• **WORK ORDER**:
Starting with the first line, transcribe the material exactly through to the last.

◆ ◆ ◆

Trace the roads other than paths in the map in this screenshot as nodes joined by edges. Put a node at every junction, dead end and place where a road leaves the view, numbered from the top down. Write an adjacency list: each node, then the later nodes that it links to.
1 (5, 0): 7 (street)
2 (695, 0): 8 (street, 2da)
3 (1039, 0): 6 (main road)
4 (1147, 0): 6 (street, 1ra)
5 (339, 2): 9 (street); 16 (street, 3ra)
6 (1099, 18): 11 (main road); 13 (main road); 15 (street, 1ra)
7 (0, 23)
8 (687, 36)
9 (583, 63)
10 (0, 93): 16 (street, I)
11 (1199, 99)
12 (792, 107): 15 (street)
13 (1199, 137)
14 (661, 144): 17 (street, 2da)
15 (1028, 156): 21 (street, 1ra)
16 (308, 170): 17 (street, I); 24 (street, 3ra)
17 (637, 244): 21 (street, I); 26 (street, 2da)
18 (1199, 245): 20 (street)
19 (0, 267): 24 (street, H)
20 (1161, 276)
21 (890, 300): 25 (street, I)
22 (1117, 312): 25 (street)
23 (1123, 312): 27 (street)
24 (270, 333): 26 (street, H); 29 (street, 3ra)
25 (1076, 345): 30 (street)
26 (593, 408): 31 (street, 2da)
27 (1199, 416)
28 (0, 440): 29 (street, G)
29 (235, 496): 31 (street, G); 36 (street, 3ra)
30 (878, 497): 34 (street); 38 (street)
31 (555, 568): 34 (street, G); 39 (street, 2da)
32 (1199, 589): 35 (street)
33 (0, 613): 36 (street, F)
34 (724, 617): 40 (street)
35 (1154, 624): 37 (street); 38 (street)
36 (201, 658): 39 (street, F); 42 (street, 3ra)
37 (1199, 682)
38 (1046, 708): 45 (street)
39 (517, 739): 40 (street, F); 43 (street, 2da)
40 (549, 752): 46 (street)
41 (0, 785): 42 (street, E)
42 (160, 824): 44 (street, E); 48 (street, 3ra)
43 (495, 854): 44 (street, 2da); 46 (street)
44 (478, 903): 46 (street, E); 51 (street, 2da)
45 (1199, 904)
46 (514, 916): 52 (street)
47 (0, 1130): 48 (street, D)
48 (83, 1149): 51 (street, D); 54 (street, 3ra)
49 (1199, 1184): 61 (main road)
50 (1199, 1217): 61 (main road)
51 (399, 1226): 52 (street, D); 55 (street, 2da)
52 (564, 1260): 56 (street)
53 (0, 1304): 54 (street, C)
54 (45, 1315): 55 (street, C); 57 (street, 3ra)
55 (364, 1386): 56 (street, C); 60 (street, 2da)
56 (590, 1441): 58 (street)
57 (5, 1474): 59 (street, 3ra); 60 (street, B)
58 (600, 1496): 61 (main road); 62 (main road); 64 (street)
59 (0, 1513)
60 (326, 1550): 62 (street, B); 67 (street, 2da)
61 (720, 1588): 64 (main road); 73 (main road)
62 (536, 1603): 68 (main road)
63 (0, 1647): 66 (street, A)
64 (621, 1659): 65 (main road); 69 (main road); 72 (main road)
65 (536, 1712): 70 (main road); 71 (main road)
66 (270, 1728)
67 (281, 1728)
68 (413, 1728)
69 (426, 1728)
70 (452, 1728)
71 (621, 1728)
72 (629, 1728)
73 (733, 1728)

◆ ◆ ◆

• **EXPECTED ANSWER**:
Trace the roads other than paths in the map in this screenshot as nodes joined by edges. Put a node at every junction, dead end and place where a road leaves the view, numbered from the top down. Write an adjacency list: each node, then the later nodes that it links to.
1 (5, 0): 7 (street)
2 (695, 0): 8 (street, 2da)
3 (1039, 0): 6 (main road)
4 (1147, 0): 6 (street, 1ra)
5 (339, 2): 9 (street); 16 (street, 3ra)
6 (1099, 18): 11 (main road); 13 (main road); 15 (street, 1ra)
7 (0, 23)
8 (687, 36)
9 (583, 63)
10 (0, 93): 16 (street, I)
11 (1199, 99)
12 (792, 107): 15 (street)
13 (1199, 137)
14 (661, 144): 17 (street, 2da)
15 (1028, 156): 21 (street, 1ra)
16 (308, 170): 17 (street, I); 24 (street, 3ra)
17 (637, 244): 21 (street, I); 26 (street, 2da)
18 (1199, 245): 20 (street)
19 (0, 267): 24 (street, H)
20 (1161, 276)
21 (890, 300): 25 (street, I)
22 (1117, 312): 25 (street)
23 (1123, 312): 27 (street)
24 (270, 333): 26 (street, H); 29 (street, 3ra)
25 (1076, 345): 30 (street)
26 (593, 408): 31 (street, 2da)
27 (1199, 416)
28 (0, 440): 29 (street, G)
29 (235, 496): 31 (street, G); 36 (street, 3ra)
30 (878, 497): 34 (street); 38 (street)
31 (555, 568): 34 (street, G); 39 (street, 2da)
32 (1199, 589): 35 (street)
33 (0, 613): 36 (street, F)
34 (724, 617): 40 (street)
35 (1154, 624): 37 (street); 38 (street)
36 (201, 658): 39 (street, F); 42 (street, 3ra)
37 (1199, 682)
38 (1046, 708): 45 (street)
39 (517, 739): 40 (street, F); 43 (street, 2da)
40 (549, 752): 46 (street)
41 (0, 785): 42 (street, E)
42 (160, 824): 44 (street, E); 48 (street, 3ra)
43 (495, 854): 44 (street, 2da); 46 (street)
44 (478, 903): 46 (street, E); 51 (street, 2da)
45 (1199, 904)
46 (514, 916): 52 (street)
47 (0, 1130): 48 (street, D)
48 (83, 1149): 51 (street, D); 54 (street, 3ra)
49 (1199, 1184): 61 (main road)
50 (1199, 1217): 61 (main road)
51 (399, 1226): 52 (street, D); 55 (street, 2da)
52 (564, 1260): 56 (street)
53 (0, 1304): 54 (street, C)
54 (45, 1315): 55 (street, C); 57 (street, 3ra)
55 (364, 1386): 56 (street, C); 60 (street, 2da)
56 (590, 1441): 58 (street)
57 (5, 1474): 59 (street, 3ra); 60 (street, B)
58 (600, 1496): 61 (main road); 62 (main road); 64 (street)
59 (0, 1513)
60 (326, 1550): 62 (street, B); 67 (street, 2da)
61 (720, 1588): 64 (main road); 73 (main road)
62 (536, 1603): 68 (main road)
63 (0, 1647): 66 (street, A)
64 (621, 1659): 65 (main road); 69 (main road); 72 (main road)
65 (536, 1712): 70 (main road); 71 (main road)
66 (270, 1728)
67 (281, 1728)
68 (413, 1728)
69 (426, 1728)
70 (452, 1728)
71 (621, 1728)
72 (629, 1728)
73 (733, 1728)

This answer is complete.